Learning "good" and "bad" and "right" and "wrong" used to be a pretty clear-cut business. Every Disney movie had its black-clad villain and every cartoon had its morally consistent hero. However, the version of morality presented to us in our youth is not the whole story. The moral construct by which we function is in constant flux, due to changes in society and our personal experiences. Determining the ethical way to act, even in the basic act of eating, is not very clear-cut at all.
Indeed, ethics proves to be more than a choice between arbitrary definitions of "right" and "wrong"-it involves complicated decisions between vastly complex issues. Unfortunately, the easiest (and often selected) response to facing the perils of making moral decisions is to make no decision at all: to accept the futility of perfecting the world and declare that because we cannot fix everything-we shouldn't bother fixing anything at all. It is through such an attitude that serious ethical issues remain unconfronted, and are therefore exacerbated.

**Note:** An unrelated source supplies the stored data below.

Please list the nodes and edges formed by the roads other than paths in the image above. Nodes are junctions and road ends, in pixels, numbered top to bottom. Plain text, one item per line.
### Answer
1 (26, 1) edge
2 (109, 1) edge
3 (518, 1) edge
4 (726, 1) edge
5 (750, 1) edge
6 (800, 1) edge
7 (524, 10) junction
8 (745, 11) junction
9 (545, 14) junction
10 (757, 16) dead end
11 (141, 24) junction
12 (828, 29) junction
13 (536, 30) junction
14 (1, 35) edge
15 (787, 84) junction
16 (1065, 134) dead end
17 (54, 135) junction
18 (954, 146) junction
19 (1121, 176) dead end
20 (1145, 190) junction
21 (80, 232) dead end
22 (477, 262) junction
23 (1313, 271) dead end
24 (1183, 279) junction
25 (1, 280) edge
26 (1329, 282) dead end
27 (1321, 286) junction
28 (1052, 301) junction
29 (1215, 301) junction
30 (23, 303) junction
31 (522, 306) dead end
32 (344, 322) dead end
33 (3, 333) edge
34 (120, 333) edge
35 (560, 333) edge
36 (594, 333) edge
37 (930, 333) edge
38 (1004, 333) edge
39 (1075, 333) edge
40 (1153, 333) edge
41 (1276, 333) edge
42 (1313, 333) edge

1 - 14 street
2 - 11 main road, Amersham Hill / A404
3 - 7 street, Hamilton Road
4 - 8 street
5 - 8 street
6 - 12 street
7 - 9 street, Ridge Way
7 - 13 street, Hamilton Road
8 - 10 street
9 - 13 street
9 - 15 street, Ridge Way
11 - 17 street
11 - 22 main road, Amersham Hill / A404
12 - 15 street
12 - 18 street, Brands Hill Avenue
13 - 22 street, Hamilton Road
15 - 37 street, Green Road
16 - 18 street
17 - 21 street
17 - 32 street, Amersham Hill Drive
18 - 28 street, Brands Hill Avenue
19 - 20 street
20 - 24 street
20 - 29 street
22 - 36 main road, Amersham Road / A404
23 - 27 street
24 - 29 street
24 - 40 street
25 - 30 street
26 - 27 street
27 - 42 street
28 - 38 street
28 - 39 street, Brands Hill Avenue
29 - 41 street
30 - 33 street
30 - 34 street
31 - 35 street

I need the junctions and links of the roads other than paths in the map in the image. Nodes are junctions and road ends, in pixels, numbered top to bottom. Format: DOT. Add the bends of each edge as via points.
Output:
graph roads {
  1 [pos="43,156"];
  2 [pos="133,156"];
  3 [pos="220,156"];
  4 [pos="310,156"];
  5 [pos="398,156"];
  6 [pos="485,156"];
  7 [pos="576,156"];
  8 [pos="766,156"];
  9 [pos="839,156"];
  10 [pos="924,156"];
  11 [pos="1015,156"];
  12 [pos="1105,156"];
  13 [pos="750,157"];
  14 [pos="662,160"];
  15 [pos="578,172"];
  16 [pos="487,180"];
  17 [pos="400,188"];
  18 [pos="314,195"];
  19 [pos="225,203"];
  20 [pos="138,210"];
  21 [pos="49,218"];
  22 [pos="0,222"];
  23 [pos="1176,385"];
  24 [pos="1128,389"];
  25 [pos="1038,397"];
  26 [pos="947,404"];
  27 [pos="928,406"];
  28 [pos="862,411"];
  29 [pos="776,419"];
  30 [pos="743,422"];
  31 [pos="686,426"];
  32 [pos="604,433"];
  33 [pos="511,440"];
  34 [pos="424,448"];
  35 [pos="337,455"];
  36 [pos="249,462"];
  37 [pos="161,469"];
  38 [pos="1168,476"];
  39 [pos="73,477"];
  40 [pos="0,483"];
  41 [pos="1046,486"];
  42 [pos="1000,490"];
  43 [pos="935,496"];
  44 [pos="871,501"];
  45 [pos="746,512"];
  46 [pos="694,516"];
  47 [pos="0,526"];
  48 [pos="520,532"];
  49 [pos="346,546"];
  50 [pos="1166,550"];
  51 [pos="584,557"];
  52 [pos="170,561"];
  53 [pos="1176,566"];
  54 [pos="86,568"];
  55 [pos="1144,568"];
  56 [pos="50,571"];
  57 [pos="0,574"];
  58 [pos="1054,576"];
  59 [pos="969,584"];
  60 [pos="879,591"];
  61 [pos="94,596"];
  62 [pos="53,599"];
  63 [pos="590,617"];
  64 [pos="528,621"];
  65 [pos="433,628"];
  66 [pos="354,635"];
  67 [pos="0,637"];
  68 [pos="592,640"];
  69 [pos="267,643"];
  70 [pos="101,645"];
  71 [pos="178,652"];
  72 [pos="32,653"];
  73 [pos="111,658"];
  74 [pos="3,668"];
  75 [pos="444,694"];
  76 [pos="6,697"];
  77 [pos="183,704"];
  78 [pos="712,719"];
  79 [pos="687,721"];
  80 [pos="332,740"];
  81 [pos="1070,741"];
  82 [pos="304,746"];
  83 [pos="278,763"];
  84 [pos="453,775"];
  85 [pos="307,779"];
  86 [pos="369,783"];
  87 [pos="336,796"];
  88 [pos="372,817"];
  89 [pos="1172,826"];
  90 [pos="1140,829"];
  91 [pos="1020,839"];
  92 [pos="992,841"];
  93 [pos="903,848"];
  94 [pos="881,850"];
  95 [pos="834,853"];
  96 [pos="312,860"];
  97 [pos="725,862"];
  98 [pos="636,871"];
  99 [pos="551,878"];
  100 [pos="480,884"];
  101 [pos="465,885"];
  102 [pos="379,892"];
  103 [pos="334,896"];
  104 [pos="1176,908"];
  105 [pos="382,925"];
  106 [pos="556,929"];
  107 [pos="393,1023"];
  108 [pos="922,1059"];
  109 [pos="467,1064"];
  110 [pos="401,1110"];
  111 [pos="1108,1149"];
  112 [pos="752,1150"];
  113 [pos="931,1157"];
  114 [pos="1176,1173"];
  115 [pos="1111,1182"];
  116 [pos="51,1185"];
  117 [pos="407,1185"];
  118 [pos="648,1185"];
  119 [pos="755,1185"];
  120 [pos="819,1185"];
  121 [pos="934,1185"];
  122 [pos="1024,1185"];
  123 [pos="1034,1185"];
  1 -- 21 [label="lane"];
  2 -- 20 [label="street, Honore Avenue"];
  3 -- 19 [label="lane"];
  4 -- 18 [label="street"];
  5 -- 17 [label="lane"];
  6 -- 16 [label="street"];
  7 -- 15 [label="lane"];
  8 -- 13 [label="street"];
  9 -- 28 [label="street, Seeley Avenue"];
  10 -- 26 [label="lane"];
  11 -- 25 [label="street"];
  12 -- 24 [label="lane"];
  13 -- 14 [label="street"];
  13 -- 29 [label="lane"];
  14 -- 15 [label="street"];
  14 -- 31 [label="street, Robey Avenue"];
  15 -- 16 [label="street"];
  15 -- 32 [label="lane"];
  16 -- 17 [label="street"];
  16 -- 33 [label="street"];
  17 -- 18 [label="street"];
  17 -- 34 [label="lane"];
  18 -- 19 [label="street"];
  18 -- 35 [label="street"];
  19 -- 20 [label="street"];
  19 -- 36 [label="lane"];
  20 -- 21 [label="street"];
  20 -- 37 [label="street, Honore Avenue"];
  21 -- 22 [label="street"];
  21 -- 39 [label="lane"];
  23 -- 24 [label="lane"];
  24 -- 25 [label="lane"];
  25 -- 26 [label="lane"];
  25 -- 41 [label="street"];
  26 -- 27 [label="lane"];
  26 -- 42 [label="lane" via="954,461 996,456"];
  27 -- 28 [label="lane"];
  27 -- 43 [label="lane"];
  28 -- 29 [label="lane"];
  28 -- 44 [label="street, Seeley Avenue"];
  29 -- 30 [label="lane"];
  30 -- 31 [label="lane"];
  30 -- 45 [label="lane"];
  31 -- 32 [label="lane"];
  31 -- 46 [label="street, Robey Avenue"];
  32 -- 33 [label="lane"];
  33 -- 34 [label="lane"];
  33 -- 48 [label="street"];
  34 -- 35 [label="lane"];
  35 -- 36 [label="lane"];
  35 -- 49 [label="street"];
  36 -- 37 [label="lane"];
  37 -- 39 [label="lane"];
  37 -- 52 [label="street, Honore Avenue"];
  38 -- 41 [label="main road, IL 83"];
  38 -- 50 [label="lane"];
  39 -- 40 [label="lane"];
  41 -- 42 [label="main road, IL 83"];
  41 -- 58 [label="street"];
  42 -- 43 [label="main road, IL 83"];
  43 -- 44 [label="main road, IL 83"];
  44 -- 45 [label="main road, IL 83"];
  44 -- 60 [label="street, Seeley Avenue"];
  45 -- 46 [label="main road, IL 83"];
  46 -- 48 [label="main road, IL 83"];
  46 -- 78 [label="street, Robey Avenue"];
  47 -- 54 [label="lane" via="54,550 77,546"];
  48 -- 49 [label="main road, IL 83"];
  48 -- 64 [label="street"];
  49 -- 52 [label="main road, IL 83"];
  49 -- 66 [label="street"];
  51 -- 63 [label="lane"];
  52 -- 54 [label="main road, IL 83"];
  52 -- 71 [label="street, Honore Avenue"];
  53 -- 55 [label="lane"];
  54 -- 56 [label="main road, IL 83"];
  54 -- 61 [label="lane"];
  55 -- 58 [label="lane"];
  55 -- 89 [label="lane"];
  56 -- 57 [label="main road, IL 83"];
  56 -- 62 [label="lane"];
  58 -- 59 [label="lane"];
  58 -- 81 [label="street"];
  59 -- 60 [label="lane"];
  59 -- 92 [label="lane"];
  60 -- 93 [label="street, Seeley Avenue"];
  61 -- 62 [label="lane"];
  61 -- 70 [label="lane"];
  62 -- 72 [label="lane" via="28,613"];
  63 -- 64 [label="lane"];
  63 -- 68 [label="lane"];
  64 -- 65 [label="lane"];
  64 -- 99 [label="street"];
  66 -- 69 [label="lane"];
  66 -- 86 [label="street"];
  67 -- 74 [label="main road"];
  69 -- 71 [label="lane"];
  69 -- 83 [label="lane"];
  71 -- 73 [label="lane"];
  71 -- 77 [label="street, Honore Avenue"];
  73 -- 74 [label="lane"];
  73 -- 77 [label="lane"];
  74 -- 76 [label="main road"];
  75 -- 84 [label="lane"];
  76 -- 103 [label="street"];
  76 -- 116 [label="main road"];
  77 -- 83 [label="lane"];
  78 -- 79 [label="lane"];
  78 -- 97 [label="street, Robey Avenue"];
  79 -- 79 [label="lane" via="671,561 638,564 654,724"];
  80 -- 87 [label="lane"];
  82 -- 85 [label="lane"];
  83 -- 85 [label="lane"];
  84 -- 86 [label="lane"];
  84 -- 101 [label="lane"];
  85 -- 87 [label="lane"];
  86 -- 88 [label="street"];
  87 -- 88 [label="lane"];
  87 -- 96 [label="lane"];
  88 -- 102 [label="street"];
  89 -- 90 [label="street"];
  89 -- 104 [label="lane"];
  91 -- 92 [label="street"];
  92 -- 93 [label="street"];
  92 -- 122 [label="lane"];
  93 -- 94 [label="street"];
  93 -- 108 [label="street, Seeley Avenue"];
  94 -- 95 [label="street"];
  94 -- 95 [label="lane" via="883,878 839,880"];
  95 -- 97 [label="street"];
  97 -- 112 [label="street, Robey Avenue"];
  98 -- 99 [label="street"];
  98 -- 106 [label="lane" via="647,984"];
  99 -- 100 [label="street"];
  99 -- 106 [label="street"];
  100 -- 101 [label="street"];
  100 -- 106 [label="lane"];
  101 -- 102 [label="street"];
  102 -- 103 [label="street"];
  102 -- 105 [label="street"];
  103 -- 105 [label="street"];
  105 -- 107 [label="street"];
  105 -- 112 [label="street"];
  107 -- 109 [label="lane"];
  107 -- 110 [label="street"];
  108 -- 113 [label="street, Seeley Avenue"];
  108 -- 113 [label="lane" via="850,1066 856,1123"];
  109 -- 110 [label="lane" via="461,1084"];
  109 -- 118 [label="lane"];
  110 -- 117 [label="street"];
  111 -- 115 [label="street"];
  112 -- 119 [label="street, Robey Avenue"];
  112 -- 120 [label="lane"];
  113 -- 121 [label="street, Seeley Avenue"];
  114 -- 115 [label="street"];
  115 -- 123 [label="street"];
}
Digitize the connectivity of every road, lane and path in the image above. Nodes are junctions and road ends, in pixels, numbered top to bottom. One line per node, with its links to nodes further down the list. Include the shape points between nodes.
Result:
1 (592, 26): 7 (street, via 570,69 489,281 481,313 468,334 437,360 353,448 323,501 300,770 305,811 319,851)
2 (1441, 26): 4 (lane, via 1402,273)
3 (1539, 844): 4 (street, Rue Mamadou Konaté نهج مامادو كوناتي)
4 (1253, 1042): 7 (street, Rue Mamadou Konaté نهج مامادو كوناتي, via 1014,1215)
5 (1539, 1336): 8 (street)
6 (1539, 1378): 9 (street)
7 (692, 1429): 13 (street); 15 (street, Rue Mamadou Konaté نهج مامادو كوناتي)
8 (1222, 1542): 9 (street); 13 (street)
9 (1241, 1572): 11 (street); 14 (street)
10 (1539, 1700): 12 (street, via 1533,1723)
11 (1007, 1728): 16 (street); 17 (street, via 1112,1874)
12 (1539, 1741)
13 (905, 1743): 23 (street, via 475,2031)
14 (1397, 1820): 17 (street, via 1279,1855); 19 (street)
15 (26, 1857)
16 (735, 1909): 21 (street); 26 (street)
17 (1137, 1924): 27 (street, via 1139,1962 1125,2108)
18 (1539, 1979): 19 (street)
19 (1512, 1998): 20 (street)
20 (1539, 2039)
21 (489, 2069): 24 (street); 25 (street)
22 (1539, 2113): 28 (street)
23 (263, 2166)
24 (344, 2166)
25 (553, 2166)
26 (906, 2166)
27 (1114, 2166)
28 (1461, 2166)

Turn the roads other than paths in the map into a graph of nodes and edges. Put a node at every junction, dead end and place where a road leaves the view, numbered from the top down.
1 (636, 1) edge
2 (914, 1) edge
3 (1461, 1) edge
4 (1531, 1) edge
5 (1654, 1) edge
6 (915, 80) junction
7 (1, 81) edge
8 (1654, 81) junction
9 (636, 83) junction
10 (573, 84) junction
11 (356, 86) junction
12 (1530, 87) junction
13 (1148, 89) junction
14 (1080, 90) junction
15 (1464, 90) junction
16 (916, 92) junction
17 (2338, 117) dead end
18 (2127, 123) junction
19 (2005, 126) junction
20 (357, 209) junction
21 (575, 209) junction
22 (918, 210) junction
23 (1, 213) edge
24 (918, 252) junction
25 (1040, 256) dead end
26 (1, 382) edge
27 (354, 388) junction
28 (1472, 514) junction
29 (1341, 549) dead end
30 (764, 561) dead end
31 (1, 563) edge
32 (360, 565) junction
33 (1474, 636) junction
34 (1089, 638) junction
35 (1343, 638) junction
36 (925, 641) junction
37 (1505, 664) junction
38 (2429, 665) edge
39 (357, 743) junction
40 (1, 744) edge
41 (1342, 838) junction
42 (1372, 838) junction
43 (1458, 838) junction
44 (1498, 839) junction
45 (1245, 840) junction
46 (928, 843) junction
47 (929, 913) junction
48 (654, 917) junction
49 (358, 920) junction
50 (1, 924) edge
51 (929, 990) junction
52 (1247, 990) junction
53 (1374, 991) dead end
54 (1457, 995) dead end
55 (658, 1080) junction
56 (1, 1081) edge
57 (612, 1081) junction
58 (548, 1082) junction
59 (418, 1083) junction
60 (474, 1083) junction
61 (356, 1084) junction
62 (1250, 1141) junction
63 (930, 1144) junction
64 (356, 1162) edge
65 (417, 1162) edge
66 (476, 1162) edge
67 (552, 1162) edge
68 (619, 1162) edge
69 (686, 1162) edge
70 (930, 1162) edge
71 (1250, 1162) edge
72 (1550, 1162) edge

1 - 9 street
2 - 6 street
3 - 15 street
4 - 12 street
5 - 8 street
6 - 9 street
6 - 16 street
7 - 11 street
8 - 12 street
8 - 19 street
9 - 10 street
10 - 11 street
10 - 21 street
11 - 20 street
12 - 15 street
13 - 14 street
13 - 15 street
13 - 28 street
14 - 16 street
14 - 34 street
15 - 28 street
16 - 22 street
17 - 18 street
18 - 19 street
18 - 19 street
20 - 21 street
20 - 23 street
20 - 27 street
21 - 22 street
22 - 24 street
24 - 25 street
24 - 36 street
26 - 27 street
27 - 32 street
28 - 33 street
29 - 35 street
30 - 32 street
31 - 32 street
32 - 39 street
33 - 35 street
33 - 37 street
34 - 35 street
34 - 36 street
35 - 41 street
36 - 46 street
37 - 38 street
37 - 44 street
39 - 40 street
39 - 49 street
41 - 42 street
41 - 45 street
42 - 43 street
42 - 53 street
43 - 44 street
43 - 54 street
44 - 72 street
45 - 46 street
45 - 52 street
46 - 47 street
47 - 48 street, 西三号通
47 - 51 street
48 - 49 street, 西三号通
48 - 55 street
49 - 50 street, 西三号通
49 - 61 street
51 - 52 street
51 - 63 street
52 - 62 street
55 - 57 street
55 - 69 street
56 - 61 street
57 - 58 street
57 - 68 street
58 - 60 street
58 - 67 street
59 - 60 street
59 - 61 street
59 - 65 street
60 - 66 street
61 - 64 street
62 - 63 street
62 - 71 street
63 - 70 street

Individuals must avoid the easy choice to remain inactive despite having the ability to act ethically and the knowledge to know that they ought-regardless of whether or not the actions they choose to take are completely comprehensive from a moral standpoint. When discussing or attempting to justify "unethical" behavior, it is important to draw the line between those who are genuinely uneducated on issues with ethical implications, and those who merely elect not to act on the education they have received; that is to say, there are the "ignorant," and then there are the "willfully ignorant."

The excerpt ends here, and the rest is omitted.